Description
This model annotates the part of speech of tokens in a text. The parts of speech annotated include PRON (pronoun), CCONJ (coordinating conjunction), and 13 others. The part of speech model is useful for extracting the grammatical structure of a piece of text automatically.
Predicted Entities
Tags | Name | Description |
---|---|---|
AJ | Adjective | Attribute, modifier, or description of a noun |
AV | Adverb | Word that modifies or qualifies an adjective, verb, or another adverb |
AX | Auxiliary | Tense, aspect, mood, and voice |
CC | Connector | Conjunction and relative pronoun |
CL | Classifier | Class or measurement unit to which a noun or an action belongs |
FX | Prefix | Inflectional (nominalizer, adjectivizer, adverbializer, and courteous verbalizer), and derivational |
IJ | Interjection | Exclamation word |
NG | Negator | Word of negation |
NN | Noun | Person, place, thing, abstract concept, and proper name |
NU | Number | Quantity for counting and calculation |
PA | Particle | Politeness, intention, belief, question |
PR | Pronoun | Word used to refer to an element in the discourse |
PS | Preposition | Location, comparison, instrument, exemplification |
PU | Punctuation | Punctuation mark |
VV | Verb | Action, state, occurrence, and word that forms the predicate part |
XX | Others | Unknown category |
Live Demo Open in Colab Download Copy S3 URI
How to use
Use as part of an nlp pipeline after tokenization.

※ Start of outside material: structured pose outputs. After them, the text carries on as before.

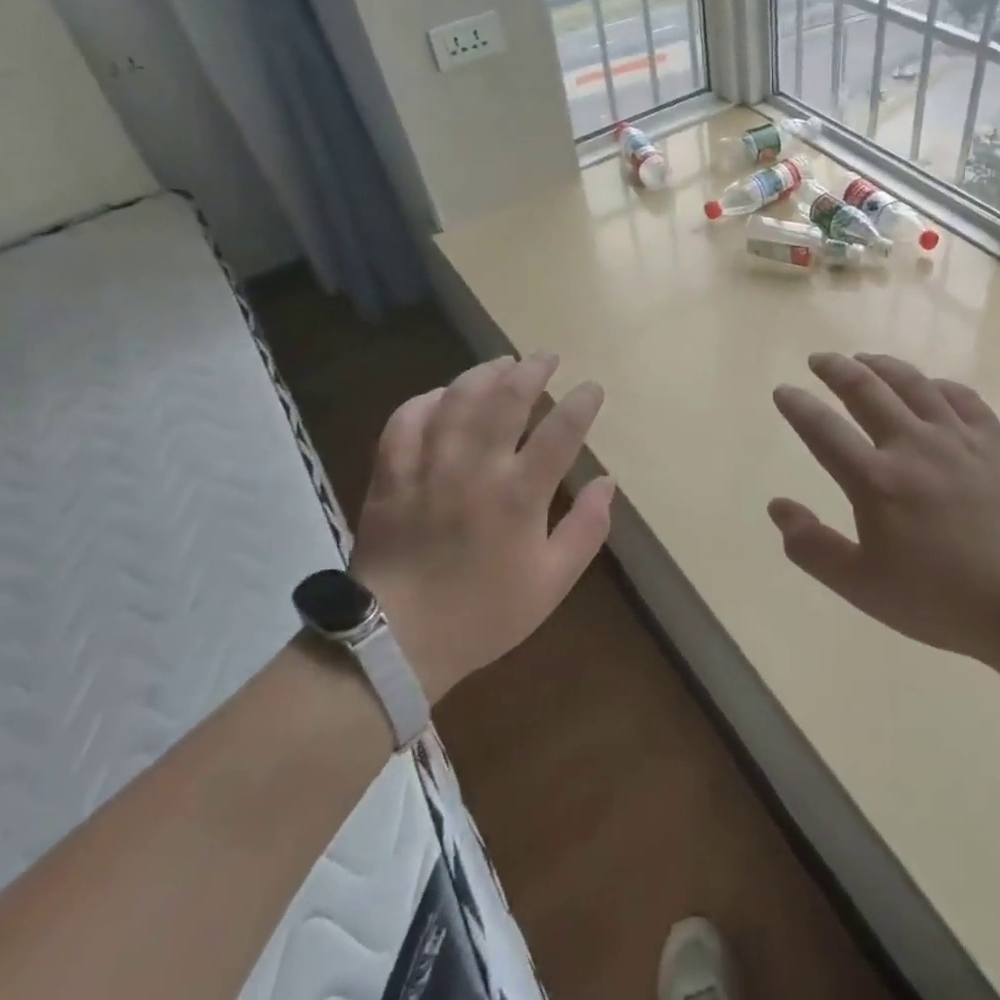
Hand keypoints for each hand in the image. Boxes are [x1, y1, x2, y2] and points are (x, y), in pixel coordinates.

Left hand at [352, 353, 613, 702]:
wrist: (396, 641)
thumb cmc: (484, 614)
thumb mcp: (553, 583)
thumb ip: (586, 529)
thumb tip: (608, 481)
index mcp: (519, 495)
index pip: (560, 431)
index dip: (581, 402)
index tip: (592, 388)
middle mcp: (475, 468)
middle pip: (506, 399)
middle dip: (532, 371)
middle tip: (547, 357)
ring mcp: (428, 466)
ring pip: (457, 399)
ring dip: (484, 373)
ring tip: (502, 362)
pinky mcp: (391, 474)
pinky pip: (406, 420)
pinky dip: (427, 399)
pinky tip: (443, 394)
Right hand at [769, 352, 999, 666]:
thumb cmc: (941, 600)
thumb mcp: (862, 586)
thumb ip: (812, 547)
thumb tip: (776, 506)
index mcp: (876, 481)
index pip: (823, 429)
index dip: (798, 406)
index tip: (783, 391)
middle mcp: (912, 445)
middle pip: (865, 389)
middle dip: (835, 369)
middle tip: (819, 359)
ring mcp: (958, 438)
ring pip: (912, 383)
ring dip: (881, 365)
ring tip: (864, 359)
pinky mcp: (994, 442)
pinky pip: (961, 397)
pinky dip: (937, 384)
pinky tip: (930, 386)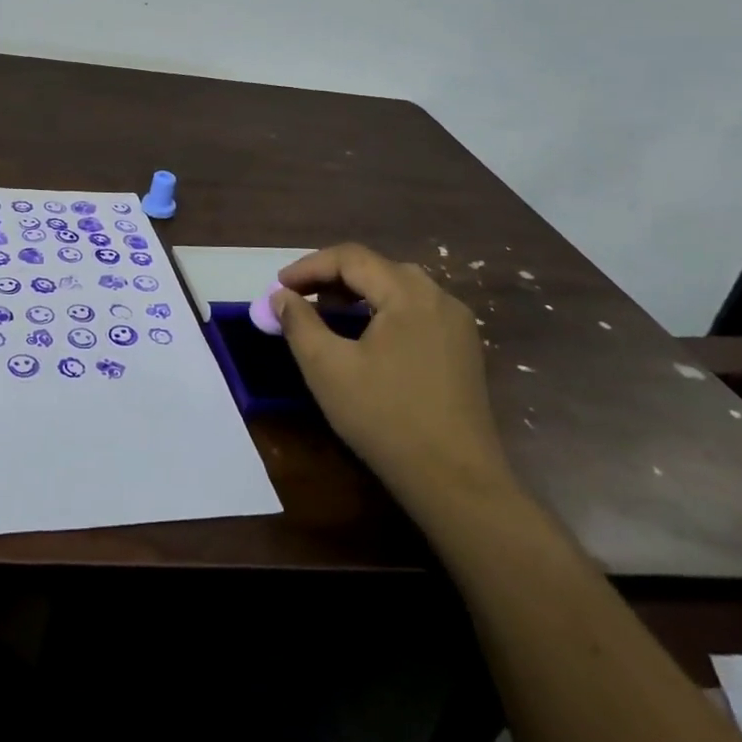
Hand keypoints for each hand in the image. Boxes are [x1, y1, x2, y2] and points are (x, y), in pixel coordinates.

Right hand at [275, 244, 514, 502]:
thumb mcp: (328, 369)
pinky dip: (382, 313)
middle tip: (299, 300)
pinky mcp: (463, 350)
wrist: (457, 483)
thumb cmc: (386, 419)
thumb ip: (299, 323)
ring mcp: (457, 324)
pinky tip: (365, 340)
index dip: (309, 267)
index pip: (351, 258)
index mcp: (409, 294)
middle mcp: (438, 297)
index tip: (278, 287)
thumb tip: (281, 297)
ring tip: (327, 317)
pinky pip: (415, 312)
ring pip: (397, 289)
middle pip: (376, 268)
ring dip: (357, 295)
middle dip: (332, 279)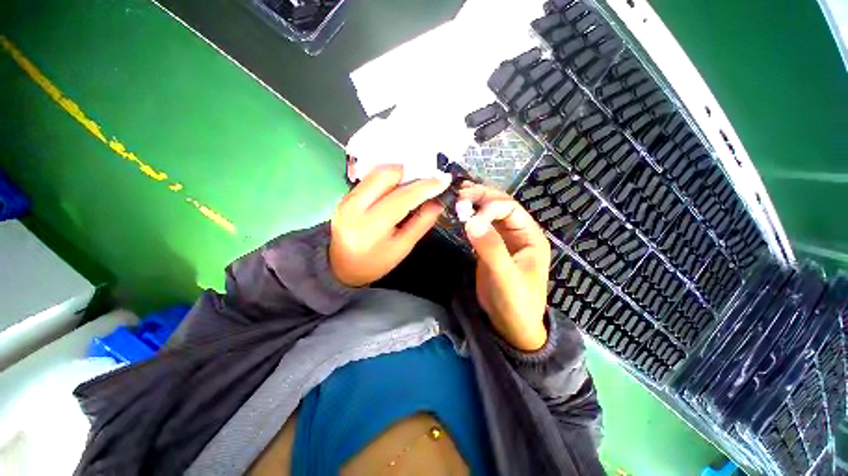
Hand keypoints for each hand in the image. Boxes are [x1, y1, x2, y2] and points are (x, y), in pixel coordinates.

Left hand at [330, 165, 451, 286]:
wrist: (342, 267)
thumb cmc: (376, 262)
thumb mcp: (403, 247)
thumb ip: (422, 222)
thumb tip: (438, 202)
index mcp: (370, 225)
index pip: (402, 198)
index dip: (425, 187)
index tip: (443, 180)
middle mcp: (354, 206)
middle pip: (386, 174)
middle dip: (410, 174)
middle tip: (425, 183)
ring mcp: (346, 198)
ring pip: (377, 172)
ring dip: (399, 175)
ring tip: (412, 186)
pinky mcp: (345, 195)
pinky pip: (370, 178)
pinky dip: (387, 180)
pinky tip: (395, 190)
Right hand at [458, 183, 550, 350]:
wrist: (511, 326)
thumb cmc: (516, 304)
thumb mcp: (505, 277)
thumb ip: (491, 249)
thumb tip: (471, 220)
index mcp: (530, 236)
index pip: (509, 209)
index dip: (489, 207)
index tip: (469, 216)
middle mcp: (519, 233)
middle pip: (501, 206)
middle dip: (482, 197)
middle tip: (461, 191)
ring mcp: (504, 240)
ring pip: (490, 214)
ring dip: (476, 203)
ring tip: (459, 195)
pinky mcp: (491, 247)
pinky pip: (482, 227)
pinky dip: (471, 218)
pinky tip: (461, 213)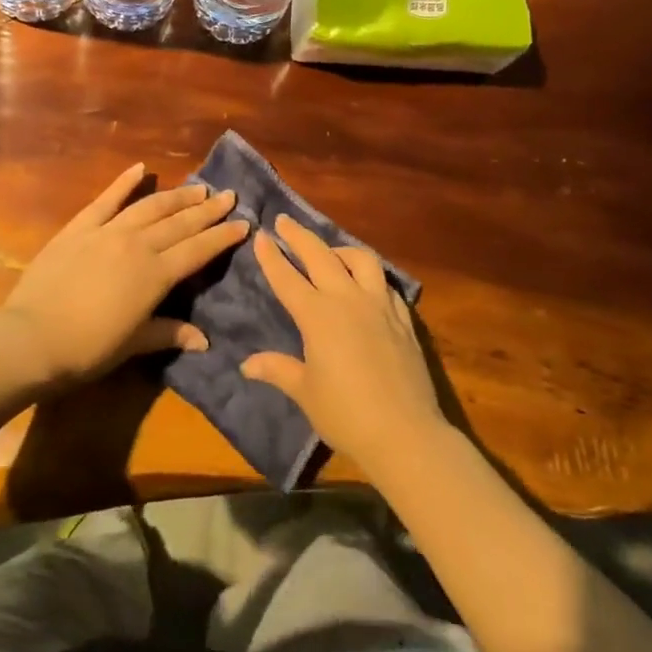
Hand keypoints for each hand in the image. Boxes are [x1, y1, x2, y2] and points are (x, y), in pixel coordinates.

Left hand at [2, 163, 247, 387]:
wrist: (31, 338)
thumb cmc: (86, 349)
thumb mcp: (133, 344)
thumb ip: (169, 333)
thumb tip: (204, 341)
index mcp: (156, 275)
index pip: (199, 250)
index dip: (223, 237)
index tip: (244, 223)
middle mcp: (138, 245)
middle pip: (180, 223)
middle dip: (208, 210)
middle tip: (228, 196)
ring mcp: (107, 231)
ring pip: (151, 207)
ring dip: (177, 196)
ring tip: (198, 188)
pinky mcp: (79, 227)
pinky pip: (106, 199)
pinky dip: (124, 182)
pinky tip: (141, 168)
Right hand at [241, 215, 446, 470]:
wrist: (405, 431)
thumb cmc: (346, 414)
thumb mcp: (305, 392)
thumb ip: (278, 369)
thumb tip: (247, 364)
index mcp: (317, 316)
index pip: (288, 278)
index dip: (272, 256)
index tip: (261, 235)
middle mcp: (347, 299)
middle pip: (320, 256)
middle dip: (299, 236)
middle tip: (285, 220)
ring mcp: (380, 304)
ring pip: (360, 259)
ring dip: (340, 249)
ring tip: (330, 251)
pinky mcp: (403, 317)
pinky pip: (385, 282)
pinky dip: (369, 274)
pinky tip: (366, 282)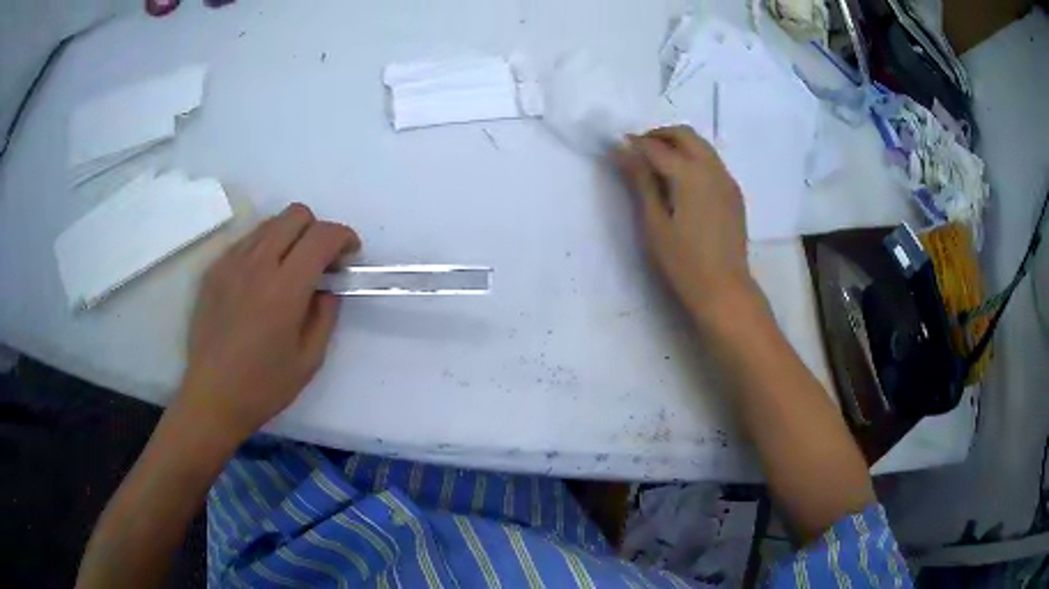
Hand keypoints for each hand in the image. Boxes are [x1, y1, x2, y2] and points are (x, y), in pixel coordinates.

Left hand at [178, 203, 360, 442]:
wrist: (212, 397)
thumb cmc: (264, 387)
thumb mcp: (310, 360)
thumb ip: (326, 316)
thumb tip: (327, 288)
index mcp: (284, 290)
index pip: (321, 236)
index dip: (344, 237)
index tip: (349, 255)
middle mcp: (256, 265)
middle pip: (296, 214)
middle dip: (317, 230)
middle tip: (320, 262)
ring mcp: (231, 263)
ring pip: (270, 223)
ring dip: (290, 236)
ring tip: (290, 270)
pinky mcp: (214, 270)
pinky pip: (247, 241)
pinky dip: (264, 248)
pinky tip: (261, 280)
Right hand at [615, 126, 758, 322]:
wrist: (725, 289)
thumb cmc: (684, 262)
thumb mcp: (654, 223)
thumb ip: (640, 182)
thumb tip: (623, 151)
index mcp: (690, 175)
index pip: (657, 147)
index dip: (635, 144)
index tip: (618, 146)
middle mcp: (712, 169)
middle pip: (685, 135)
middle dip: (660, 135)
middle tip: (640, 150)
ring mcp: (727, 180)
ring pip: (701, 146)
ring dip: (678, 144)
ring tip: (658, 164)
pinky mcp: (734, 193)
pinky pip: (712, 162)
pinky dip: (694, 158)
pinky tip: (682, 181)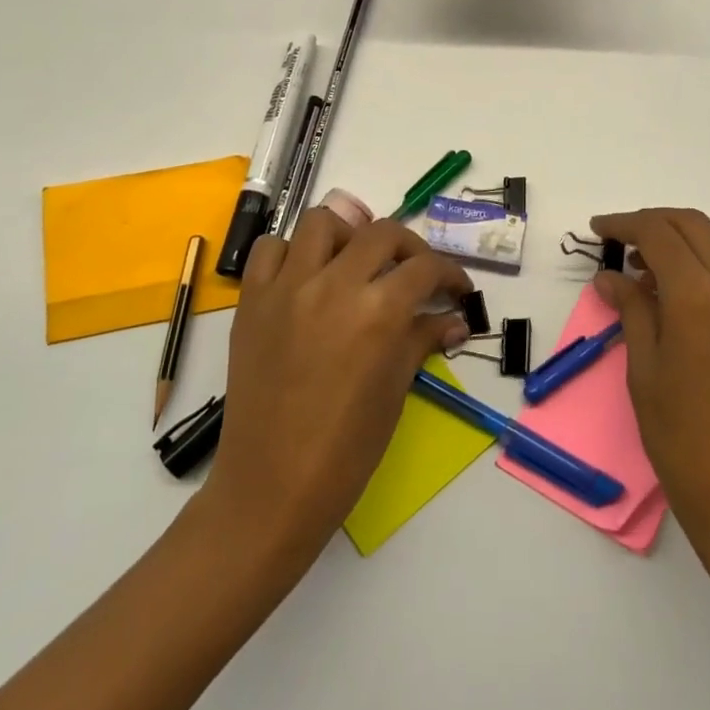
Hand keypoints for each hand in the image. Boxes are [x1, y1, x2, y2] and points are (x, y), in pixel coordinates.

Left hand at [203, 211, 472, 564]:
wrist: (272, 486)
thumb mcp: (395, 390)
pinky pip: (270, 250)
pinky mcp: (252, 300)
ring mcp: (287, 288)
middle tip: (416, 274)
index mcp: (378, 312)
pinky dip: (293, 253)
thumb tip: (455, 321)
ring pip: (322, 223)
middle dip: (410, 249)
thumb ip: (423, 339)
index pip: (425, 268)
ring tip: (357, 264)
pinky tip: (306, 278)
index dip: (451, 274)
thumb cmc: (346, 449)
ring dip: (349, 236)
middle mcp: (333, 285)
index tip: (457, 290)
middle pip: (382, 233)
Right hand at [591, 208, 709, 555]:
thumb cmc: (681, 435)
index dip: (625, 224)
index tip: (597, 229)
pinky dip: (699, 259)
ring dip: (678, 237)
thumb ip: (630, 309)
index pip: (659, 233)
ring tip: (639, 264)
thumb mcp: (643, 368)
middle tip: (617, 238)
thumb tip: (609, 276)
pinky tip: (670, 288)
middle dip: (652, 221)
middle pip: (692, 224)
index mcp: (699, 295)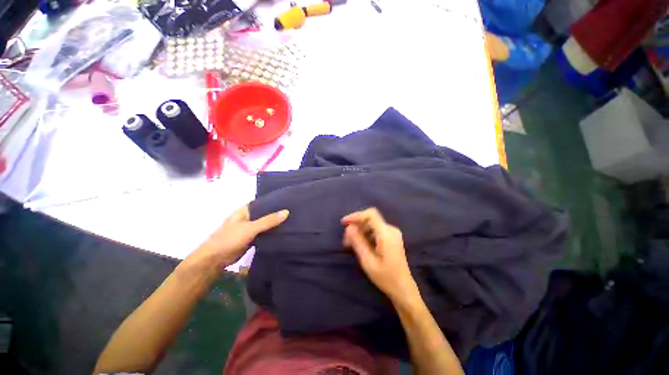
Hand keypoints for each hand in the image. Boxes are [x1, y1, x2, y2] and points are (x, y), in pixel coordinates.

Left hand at [190, 205, 288, 269]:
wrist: (215, 260)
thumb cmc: (229, 239)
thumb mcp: (250, 228)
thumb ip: (268, 221)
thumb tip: (286, 212)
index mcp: (245, 210)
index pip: (263, 203)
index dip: (275, 202)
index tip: (290, 201)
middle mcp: (249, 218)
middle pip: (266, 214)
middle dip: (278, 214)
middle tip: (295, 211)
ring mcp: (250, 229)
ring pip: (266, 225)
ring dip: (276, 224)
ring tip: (293, 220)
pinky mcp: (252, 239)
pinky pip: (265, 234)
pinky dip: (273, 233)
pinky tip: (285, 232)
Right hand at [341, 208, 417, 301]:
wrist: (403, 289)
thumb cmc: (385, 277)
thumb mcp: (368, 261)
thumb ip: (358, 242)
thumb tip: (349, 227)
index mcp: (387, 234)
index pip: (370, 215)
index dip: (356, 216)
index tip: (344, 223)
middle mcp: (391, 230)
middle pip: (370, 219)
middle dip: (356, 226)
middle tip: (346, 240)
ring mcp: (393, 233)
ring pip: (372, 224)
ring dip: (360, 231)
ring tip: (351, 244)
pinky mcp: (392, 238)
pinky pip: (376, 230)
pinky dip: (366, 234)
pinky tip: (361, 244)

document_assembler = DocumentAssembler() \
.setInputCol("text") \
.setOutputCol("document")
sentence_detector = SentenceDetector()\
.setInputCols(["document"])\
.setOutputCol("sentence")
word_segmenter = WordSegmenterModel.pretrained("wordseg_best", "th")\
.setInputCols(["sentence"])\
.setOutputCol("token")
pos = PerceptronModel.pretrained("pos_lst20", "th") \
.setInputCols(["document", "token"]) \
.setOutputCol("pos")
pipeline = Pipeline(stages=[
document_assembler,
sentence_detector,
word_segmenter,
posTagger
])
example = spark.createDataFrame([['ส่วนผลกระทบจากโครงการดังกล่าวจะดำเนินการนอกเขตอุทยานแห่งชาตินอกพื้นที่ป่าอนุรักษ์']], ["text"])
result = pipeline.fit(example).transform(example)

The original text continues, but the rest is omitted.